* _Data provided_:
= = =
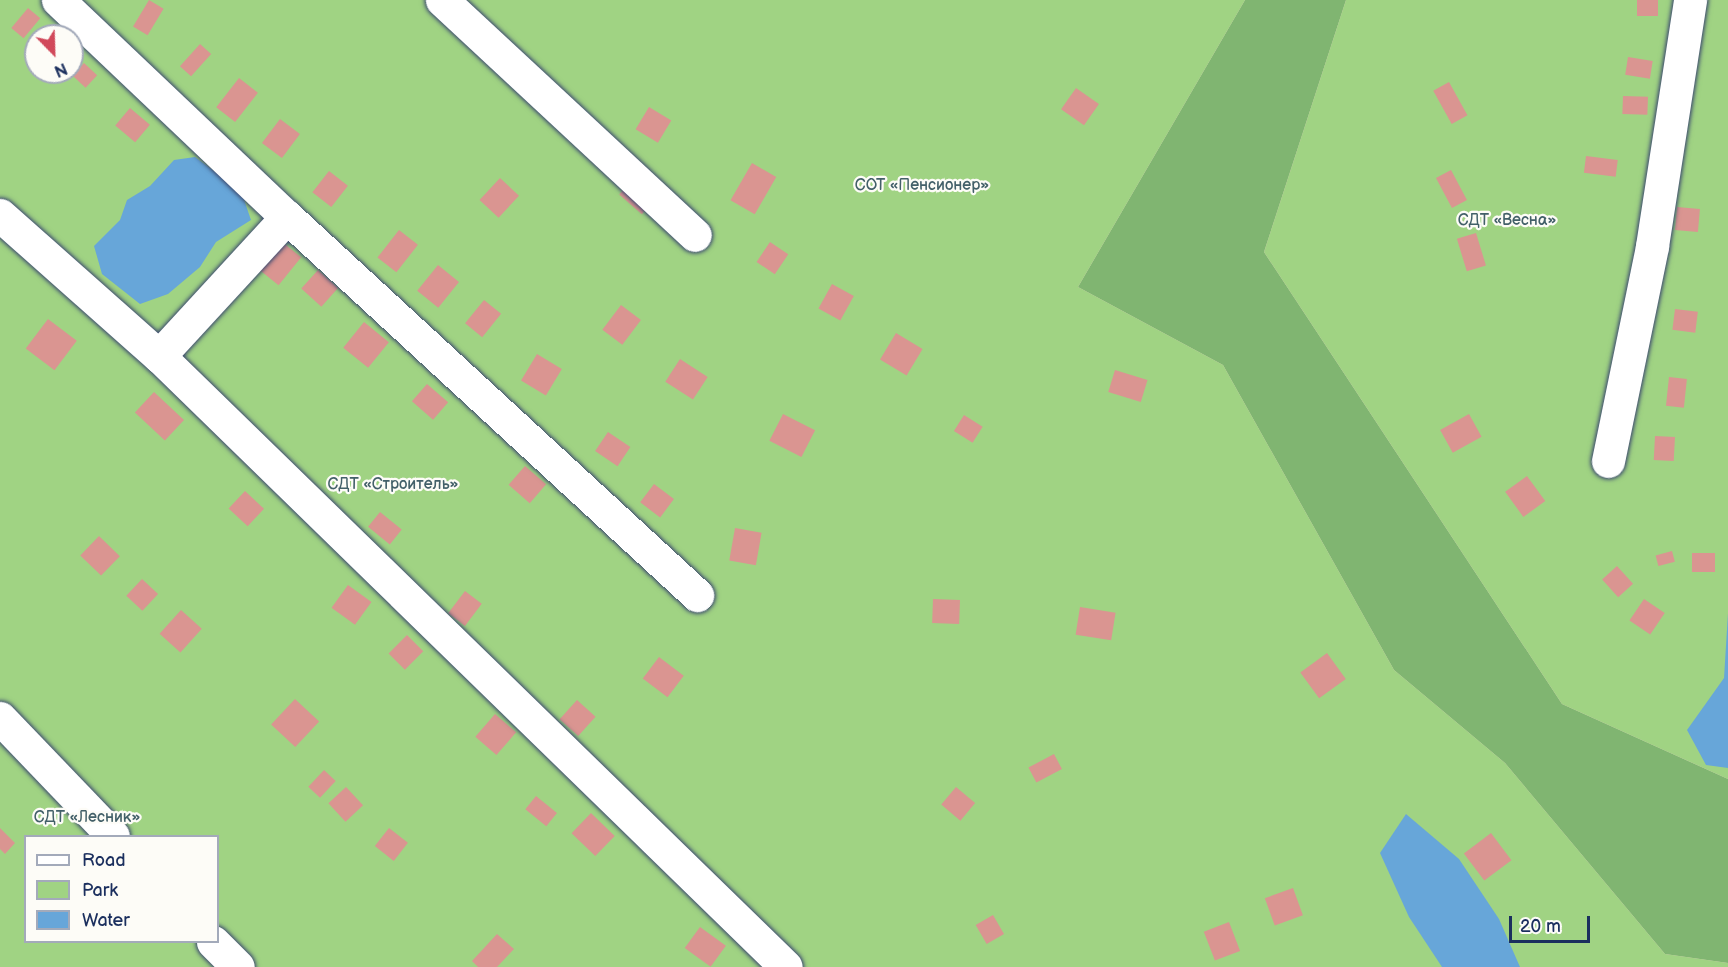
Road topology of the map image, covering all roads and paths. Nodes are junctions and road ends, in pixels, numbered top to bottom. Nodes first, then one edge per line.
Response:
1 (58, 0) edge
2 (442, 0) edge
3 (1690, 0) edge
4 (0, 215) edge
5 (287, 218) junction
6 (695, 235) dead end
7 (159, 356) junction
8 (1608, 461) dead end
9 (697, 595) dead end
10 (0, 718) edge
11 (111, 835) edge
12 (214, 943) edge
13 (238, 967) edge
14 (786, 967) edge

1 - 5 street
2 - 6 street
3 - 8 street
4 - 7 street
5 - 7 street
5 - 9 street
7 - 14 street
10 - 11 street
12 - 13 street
= = =
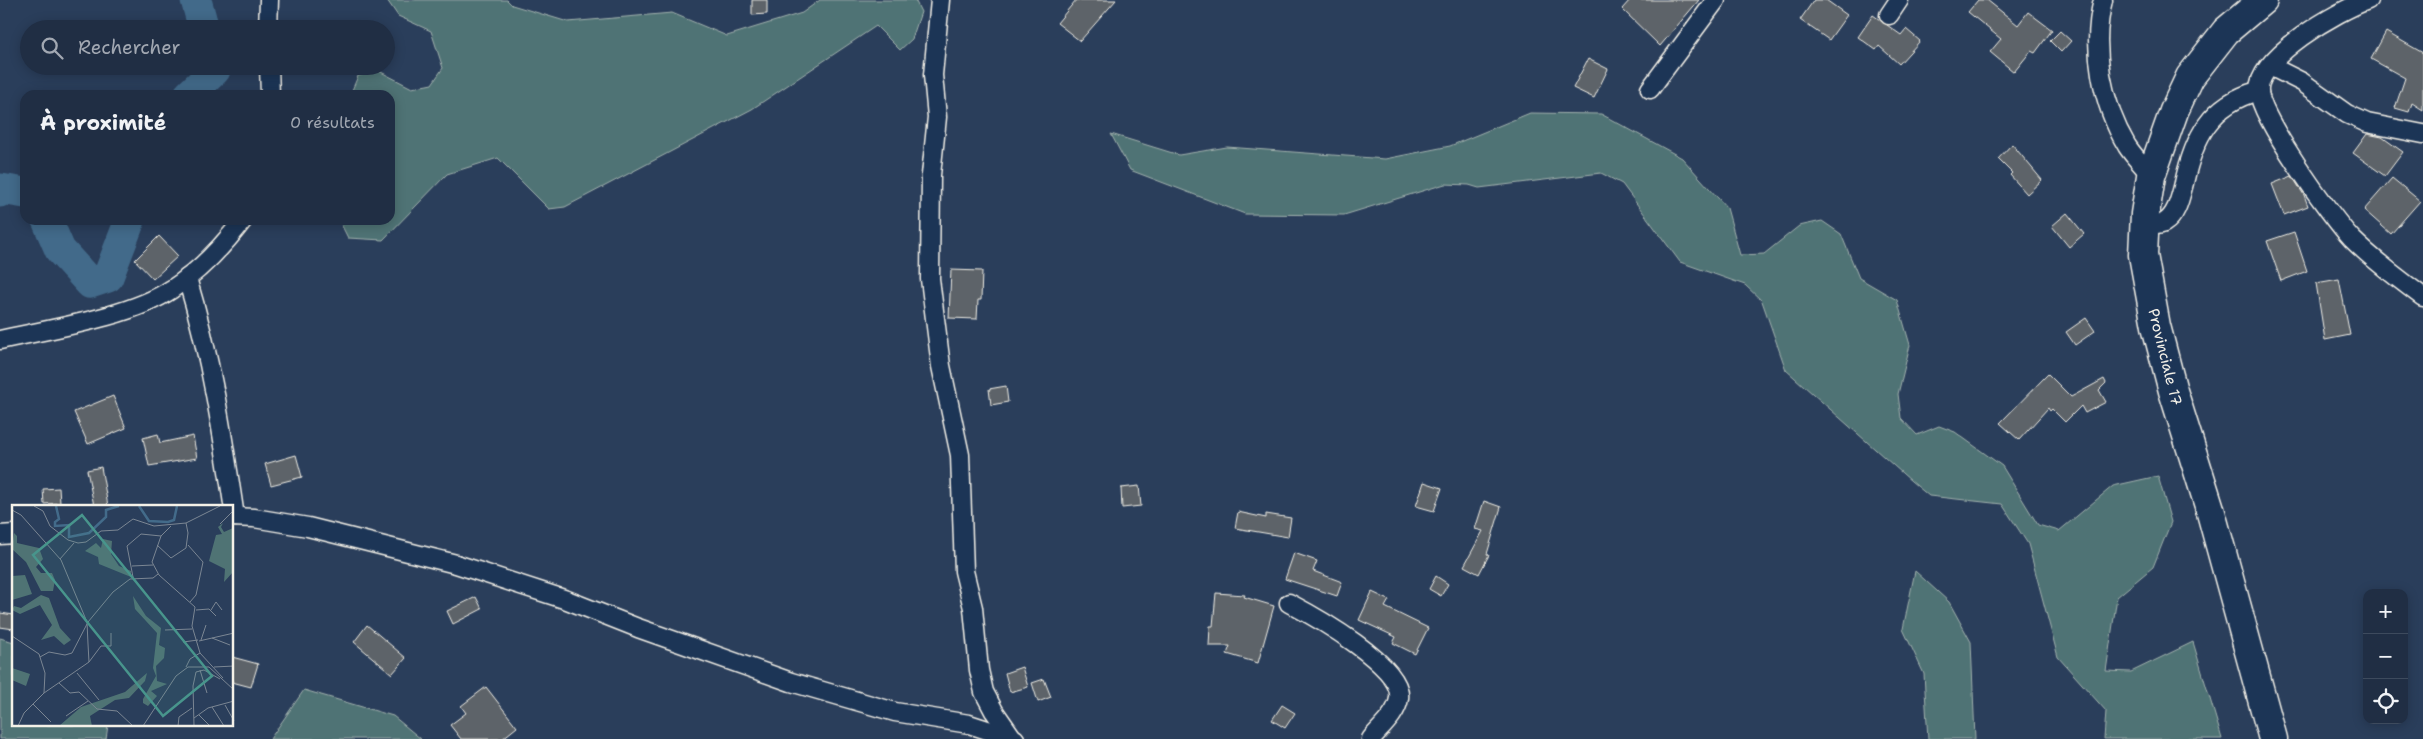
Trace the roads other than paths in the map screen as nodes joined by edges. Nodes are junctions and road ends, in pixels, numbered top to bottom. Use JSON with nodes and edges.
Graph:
= = =
* _What is expected_:
The lines holding the string "junctions" in the listing above are what you should copy out.

* _Completed exercise_:
Road topology of the map image, covering all roads and paths. Nodes are junctions and road ends, in pixels, numbered top to bottom. Nodes first, then one edge per line.
Trace the roads other than paths in the map screen as nodes joined by edges. Nodes are junctions and road ends, in pixels, numbered top to bottom. Use JSON with nodes and edges.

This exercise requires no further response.